Lastly we evaluated the cellular localization of the truncated LR11
protein using double-labeling fluorescence immunocytochemistry.
Whereas wildtype LR11 protein localizes predominantly to small punctate
endosomal compartments within the cell truncated LR11 protein appears
to localize closer to the plasma membrane. We will quantify and
statistically analyze the observed changes in intracellular localization
patterns between the truncated and wildtype protein. Overall our
studies demonstrate the promising nature of our chosen approach
to LR11 domain analysis and the importance of the cytoplasmic domain
to normal LR11 trafficking.
Lipid metabolism plays an important but as yet poorly
understood role in the pathogenesis of Alzheimer’s Disease
(AD). Apolipoprotein E (ApoE) is the principal cholesterol carrier
protein in the brain and an ApoE polymorphism e4 is the major genetic
risk factor for AD. ApoE interacts with and accelerates accumulation
of amyloid b-protein (Ab) the primary component of the extracellular
plaque deposits that characterize all forms of AD. How ApoE modulates
Ab deposition is unknown. LR11 is a novel ApoE receptor and a member
of the low-density lipoprotein receptor (LDL-R) family known to
internalize extracellular ligands for lysosomal degradation. Other
LDL-R family members have been implicated in Ab production or clearance.
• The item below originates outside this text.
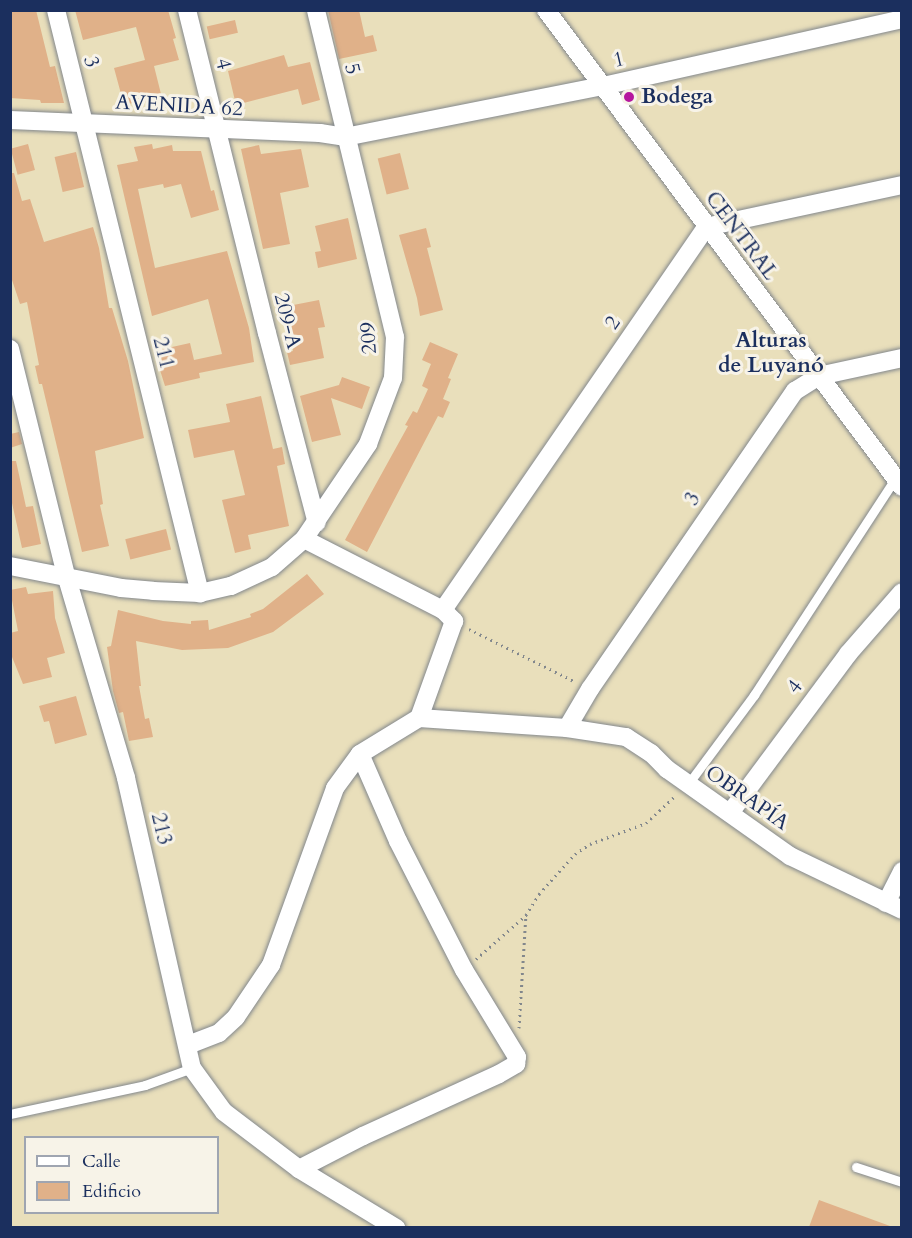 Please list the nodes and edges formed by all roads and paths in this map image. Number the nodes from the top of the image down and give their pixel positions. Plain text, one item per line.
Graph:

Our laboratory identified LR11 as a novel reduced transcript and
protein in AD as compared to age-matched controls and has recently
demonstrated that LR11 overexpression reduces extracellular Ab.
Hence the relationship between LR11 biology and AD pathology merits
further investigation. Here we analyze the role of the cytoplasmic
domain in LR11 protein trafficking. We hypothesize that deletion
of the cytoplasmic domain will impair LR11 internalization and trafficking.
To confirm our hypothesis we will generate a truncated LR11 construct
and access function via immunoblotting and immunocytochemical approaches.
cDNA constructs
To construct the LR11 cytoplasmic domain deletion
(LR11-∆) plasmid truncated LR11 cDNA was amplified from
the pSorLA/cDNA3 vector by PCR with a 5' primer (5'-AGTCCAGAATTCAACATGGCGACACGGAGC-3')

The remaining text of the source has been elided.